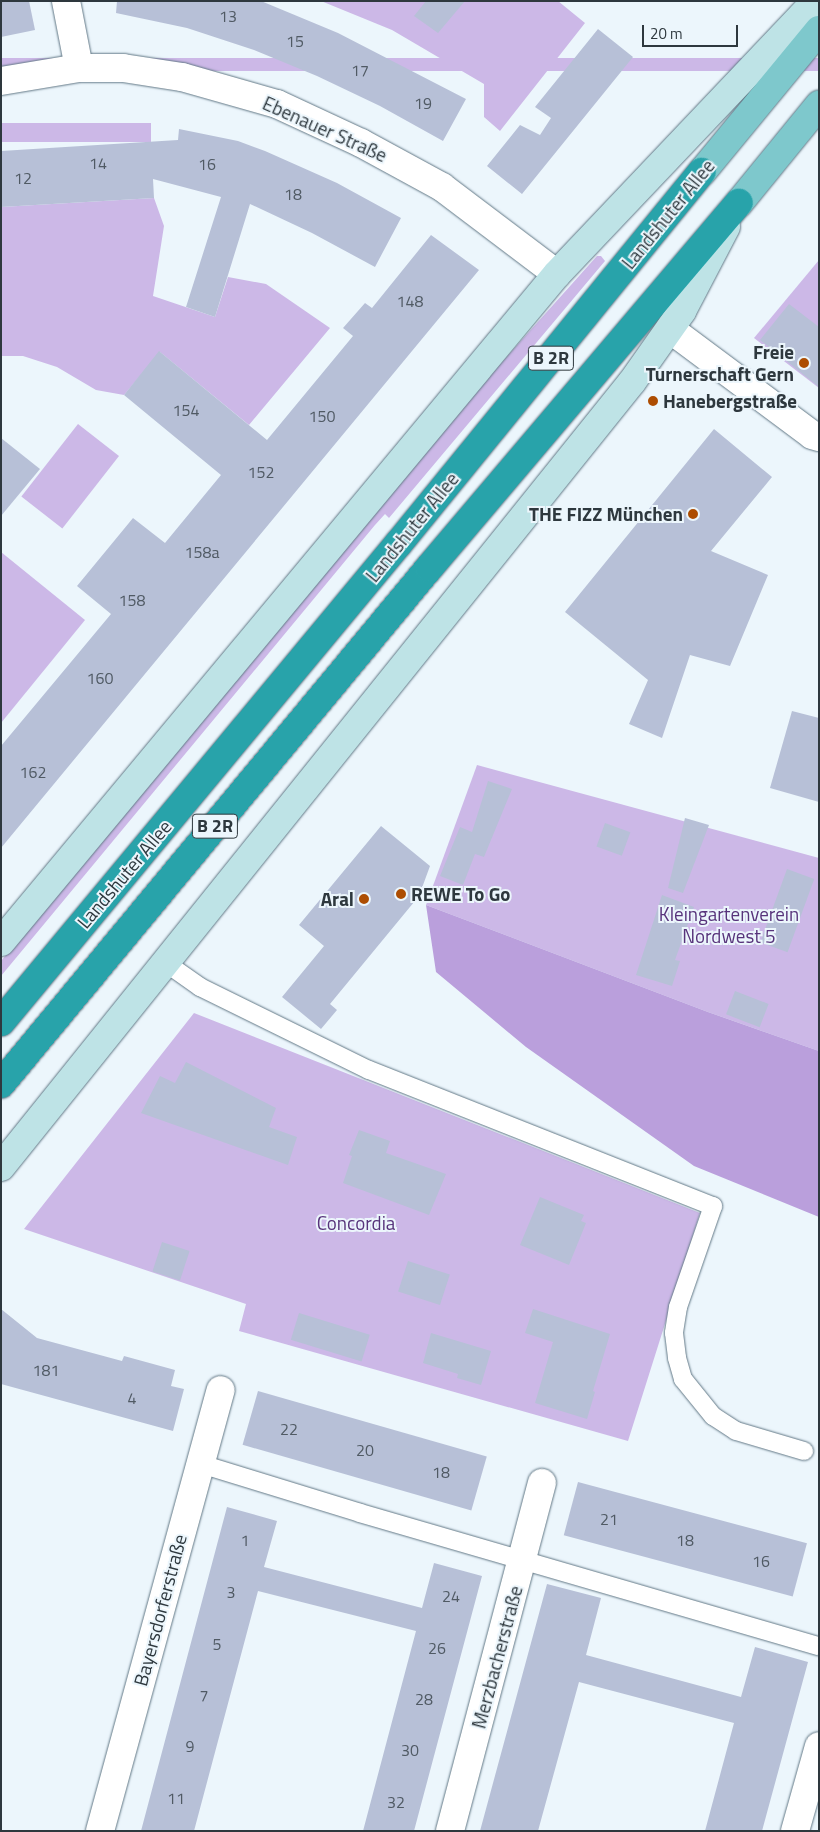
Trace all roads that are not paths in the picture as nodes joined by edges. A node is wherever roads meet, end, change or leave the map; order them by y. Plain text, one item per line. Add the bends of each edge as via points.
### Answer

---

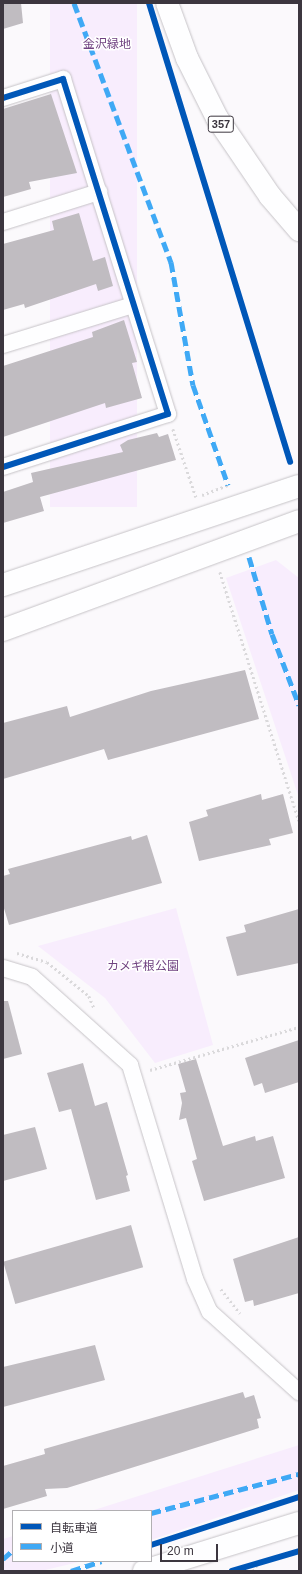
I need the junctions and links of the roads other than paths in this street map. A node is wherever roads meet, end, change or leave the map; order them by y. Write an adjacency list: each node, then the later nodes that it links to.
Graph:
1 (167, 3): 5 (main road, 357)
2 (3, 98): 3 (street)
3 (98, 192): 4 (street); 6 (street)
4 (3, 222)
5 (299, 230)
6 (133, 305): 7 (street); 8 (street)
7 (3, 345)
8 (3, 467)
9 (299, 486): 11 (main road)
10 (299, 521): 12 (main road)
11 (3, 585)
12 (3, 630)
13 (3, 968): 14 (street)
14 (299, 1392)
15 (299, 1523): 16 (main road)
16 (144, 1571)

--

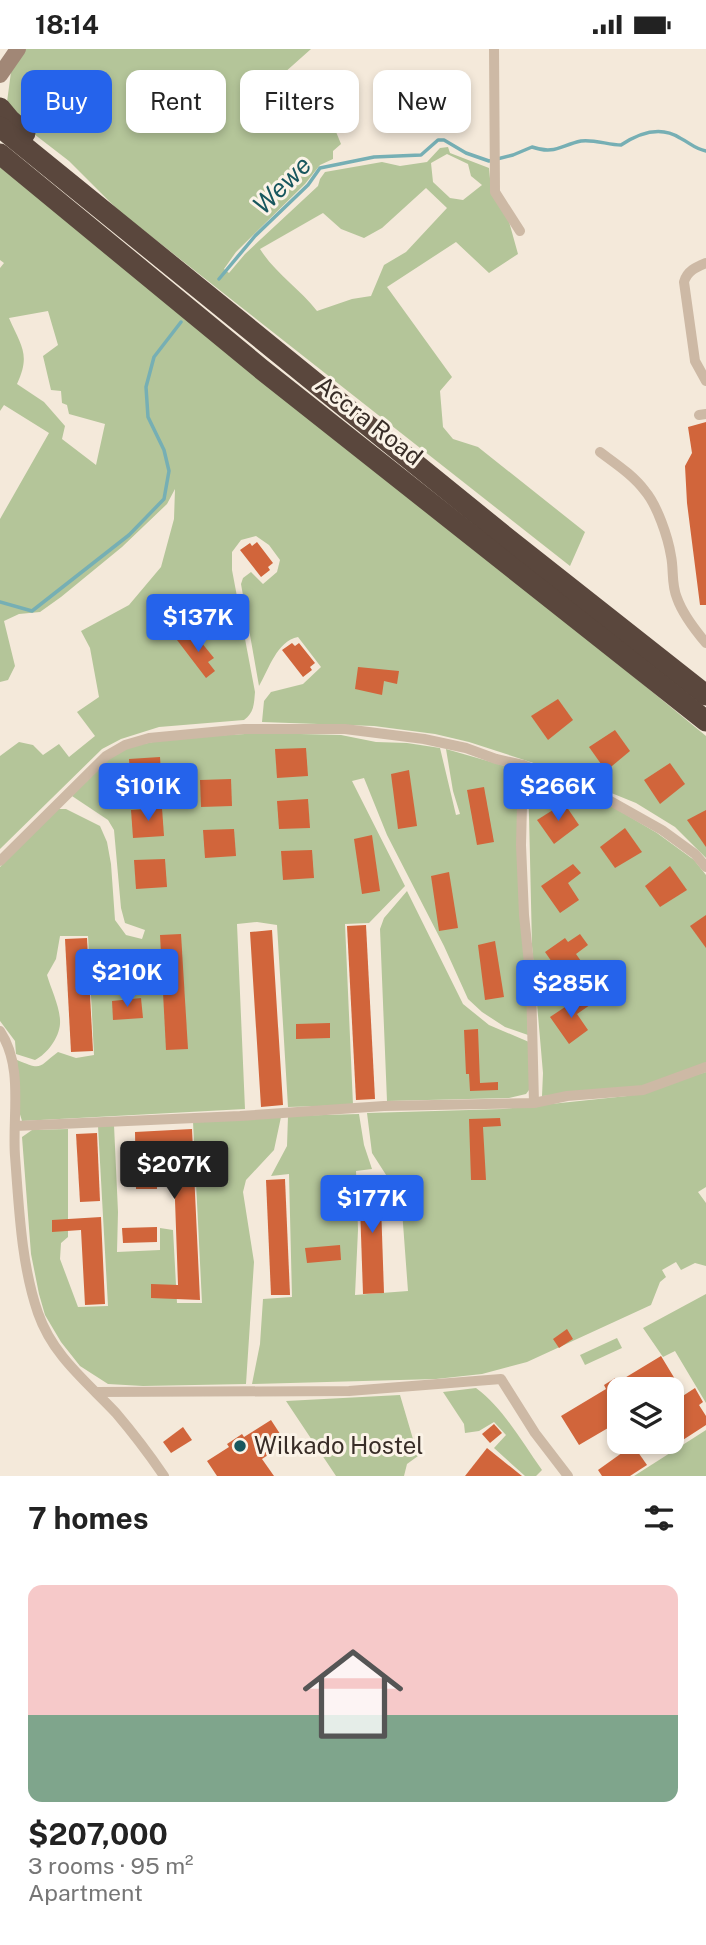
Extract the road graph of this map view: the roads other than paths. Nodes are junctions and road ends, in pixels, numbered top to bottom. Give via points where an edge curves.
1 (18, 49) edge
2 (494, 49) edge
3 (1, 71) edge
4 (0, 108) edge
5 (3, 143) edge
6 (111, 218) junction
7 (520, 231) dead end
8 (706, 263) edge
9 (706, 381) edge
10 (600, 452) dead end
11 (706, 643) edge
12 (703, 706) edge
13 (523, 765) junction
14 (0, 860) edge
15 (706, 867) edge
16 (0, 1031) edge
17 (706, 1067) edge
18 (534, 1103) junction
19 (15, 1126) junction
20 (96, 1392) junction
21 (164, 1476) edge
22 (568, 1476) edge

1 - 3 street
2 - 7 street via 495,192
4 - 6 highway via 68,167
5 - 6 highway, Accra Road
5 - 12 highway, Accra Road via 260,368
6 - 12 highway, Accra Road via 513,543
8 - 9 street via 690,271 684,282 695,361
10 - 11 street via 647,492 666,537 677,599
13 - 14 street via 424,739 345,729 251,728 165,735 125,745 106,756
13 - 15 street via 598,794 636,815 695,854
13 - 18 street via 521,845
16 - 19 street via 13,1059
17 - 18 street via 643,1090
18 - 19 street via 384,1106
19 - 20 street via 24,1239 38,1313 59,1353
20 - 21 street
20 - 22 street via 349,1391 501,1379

What is being asked = Go through the records above. Copy each line in which the string "meet" appears.

Written reply =
Trace all roads that are not paths in the picture as nodes joined by edges. A node is wherever roads meet, end, change or leave the map; order them by y. Plain text, one item per line. Add the bends of each edge as via points.
I need the junctions and links of the roads other than paths in this street map. A node is wherever roads meet, end, change or leave the map; order them by y. Write an adjacency list: each node, then the later nodes that it links to.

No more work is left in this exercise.